Dataset 2: HMP2 and Antibiotics

The HMP2 dataset from the maaslin3 package contains gut microbiome data from the Human Microbiome Project 2. We compare samples with and without antibiotic usage.

Data Preparation

# Read the HMP2 default dataset from maaslin3 package
taxa_table_name <- system.file("extdata", "HMP2_taxonomy.tsv", package = "maaslin3")
taxa_table <- read.csv(taxa_table_name, sep = "\t", row.names = 1)

metadata_name <- system.file("extdata", "HMP2_metadata.tsv", package = "maaslin3")
metadata <- read.csv(metadata_name, sep = "\t", row.names = 1)

# Set factor levels
metadata$antibiotics <- factor(metadata$antibiotics, levels = c("No", "Yes"))

# Create phyloseq object
otu <- otu_table(as.matrix(taxa_table), taxa_are_rows = FALSE)
sam <- sample_data(metadata)
species_names <- colnames(taxa_table)
tax_df <- data.frame(
  Species = species_names,
  Genus = sapply(strsplit(species_names, "_"), \(x) x[1]),
  row.names = species_names
)
tax <- tax_table(as.matrix(tax_df))
physeq_hmp2 <- phyloseq(otu, sam, tax)

cat("Dataset: HMP2 (Antibiotics No vs Yes)\n")
#> Dataset: HMP2 (Antibiotics No vs Yes)
cat("Samples:", nsamples(physeq_hmp2), "\n")
#> Samples: 1527
cat("Taxa:", ntaxa(physeq_hmp2), "\n")
#> Taxa: 151
cat("Groups:", table(sample_data(physeq_hmp2)$antibiotics), "\n")
#> Groups: 1374 153

Run ANCOM-BC

res_ancombc_hmp2 <- MiscMetabar::ancombc_pq(
  physeq_hmp2,
  fact = "antibiotics",
  levels_fact = c("No", "Yes"),
  tax_level = NULL
)
ancombc_df_hmp2 <- res_ancombc_hmp2$res |>
  filter(!is.na(lfc_antibioticsYes)) |>
  mutate(
    method = "ANCOM-BC",
    effect = lfc_antibioticsYes,
    qvalue = q_antibioticsYes,
    significant = diff_antibioticsYes
  ) |>
  dplyr::select(taxon, method, effect, qvalue, significant)

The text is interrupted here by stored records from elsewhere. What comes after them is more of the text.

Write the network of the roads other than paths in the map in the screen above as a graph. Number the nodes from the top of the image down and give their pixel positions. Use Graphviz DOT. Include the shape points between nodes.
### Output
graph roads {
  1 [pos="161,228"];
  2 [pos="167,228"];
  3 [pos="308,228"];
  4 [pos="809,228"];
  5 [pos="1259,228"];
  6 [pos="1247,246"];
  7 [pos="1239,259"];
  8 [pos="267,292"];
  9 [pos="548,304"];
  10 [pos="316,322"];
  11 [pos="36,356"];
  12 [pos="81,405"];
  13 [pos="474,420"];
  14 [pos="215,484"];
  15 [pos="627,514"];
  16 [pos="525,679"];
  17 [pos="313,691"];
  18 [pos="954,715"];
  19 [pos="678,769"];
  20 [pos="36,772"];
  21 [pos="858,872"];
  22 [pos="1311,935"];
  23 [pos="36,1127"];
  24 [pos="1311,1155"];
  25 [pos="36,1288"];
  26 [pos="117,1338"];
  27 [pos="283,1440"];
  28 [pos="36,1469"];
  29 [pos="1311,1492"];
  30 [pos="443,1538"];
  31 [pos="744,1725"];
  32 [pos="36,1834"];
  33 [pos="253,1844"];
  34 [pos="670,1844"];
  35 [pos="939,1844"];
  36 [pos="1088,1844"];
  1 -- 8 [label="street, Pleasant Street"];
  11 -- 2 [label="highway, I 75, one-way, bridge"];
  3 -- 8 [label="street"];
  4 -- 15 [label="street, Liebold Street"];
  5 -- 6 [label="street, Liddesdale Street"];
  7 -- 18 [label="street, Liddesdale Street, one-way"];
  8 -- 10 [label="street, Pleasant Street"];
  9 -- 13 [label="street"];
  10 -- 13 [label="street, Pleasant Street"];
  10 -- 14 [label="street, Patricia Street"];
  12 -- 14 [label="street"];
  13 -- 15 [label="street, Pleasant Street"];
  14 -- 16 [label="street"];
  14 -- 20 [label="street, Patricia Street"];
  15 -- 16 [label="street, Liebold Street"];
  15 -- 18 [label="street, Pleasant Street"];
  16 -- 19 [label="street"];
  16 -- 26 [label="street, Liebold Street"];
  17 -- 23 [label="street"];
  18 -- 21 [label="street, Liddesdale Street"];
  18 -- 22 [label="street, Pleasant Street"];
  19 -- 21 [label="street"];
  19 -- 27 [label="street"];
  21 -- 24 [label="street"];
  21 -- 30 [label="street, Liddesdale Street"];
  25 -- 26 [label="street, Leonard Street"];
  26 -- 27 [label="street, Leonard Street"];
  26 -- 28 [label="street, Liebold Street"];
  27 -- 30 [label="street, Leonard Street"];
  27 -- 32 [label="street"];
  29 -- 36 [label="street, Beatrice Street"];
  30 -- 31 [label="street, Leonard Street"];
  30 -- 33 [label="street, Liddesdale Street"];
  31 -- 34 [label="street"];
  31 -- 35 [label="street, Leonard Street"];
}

cat("ANCOM-BC significant taxa:", sum(ancombc_df_hmp2$significant), "\n")
#> ANCOM-BC significant taxa: 32

Run ALDEx2

physeq_hmp2@sam_data$antibiotics <- as.character(physeq_hmp2@sam_data$antibiotics)
physeq_hmp2@otu_table <- otu_table(
  round(as.matrix(physeq_hmp2@otu_table))*1000,
  taxa_are_rows = taxa_are_rows(physeq_hmp2)
)

res_aldex_hmp2 <- MiscMetabar::aldex_pq(
  physeq_hmp2,
  test="t",
  bifactor = "antibiotics",
  modalities = c("No", "Yes")
)
aldex_df_hmp2 <- res_aldex_hmp2 |>
  tibble::rownames_to_column("taxon") |>
  mutate(
    method = "ALDEx2",
    effect = effect,
    qvalue = wi.eBH,
    significant = wi.eBH < 0.05
  ) |>
  dplyr::select(taxon, method, effect, qvalue, significant)

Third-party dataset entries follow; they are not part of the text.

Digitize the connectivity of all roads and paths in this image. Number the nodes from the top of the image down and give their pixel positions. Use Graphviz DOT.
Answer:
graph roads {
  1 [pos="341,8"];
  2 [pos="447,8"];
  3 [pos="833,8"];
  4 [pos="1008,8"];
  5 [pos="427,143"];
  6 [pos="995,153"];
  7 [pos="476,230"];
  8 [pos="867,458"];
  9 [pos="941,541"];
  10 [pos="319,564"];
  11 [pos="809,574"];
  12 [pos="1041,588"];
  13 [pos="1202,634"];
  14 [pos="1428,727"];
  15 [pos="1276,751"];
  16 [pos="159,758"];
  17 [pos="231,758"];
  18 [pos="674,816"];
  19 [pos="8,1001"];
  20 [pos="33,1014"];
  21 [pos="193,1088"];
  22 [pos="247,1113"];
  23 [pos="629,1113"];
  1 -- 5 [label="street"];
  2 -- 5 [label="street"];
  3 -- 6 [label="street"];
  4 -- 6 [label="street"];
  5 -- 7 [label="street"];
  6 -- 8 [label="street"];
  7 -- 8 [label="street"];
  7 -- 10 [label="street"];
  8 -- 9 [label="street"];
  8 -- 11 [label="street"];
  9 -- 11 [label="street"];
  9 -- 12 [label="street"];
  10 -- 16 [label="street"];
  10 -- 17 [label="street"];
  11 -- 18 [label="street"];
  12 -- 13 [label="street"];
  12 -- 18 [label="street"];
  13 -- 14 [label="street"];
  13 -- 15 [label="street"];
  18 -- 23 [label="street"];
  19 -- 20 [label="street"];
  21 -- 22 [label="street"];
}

cat("ALDEx2 significant taxa:", sum(aldex_df_hmp2$significant), "\n")
#> ALDEx2 significant taxa: 0

Run MaAsLin3

otu_maaslin <- otu_table(as.matrix(taxa_table), taxa_are_rows = FALSE)
sam_maaslin <- sample_data(metadata)
physeq_hmp2_maaslin <- phyloseq(otu_maaslin, sam_maaslin, tax)

res_maaslin3_hmp2 <- maaslin3_pq(
  physeq_hmp2_maaslin,
  formula = "~ antibiotics",
  reference = list(antibiotics = "No"),
  output = tempfile()
)
maaslin3_df_hmp2 <- res_maaslin3_hmp2$fit_data_abundance$results |>
  filter(metadata == "antibiotics") |>
  mutate(
    taxon = feature,
    method = "MaAsLin3",
    effect = coef,
    qvalue = qval_individual,
    significant = qval_individual < 0.05
  ) |>
  dplyr::select(taxon, method, effect, qvalue, significant)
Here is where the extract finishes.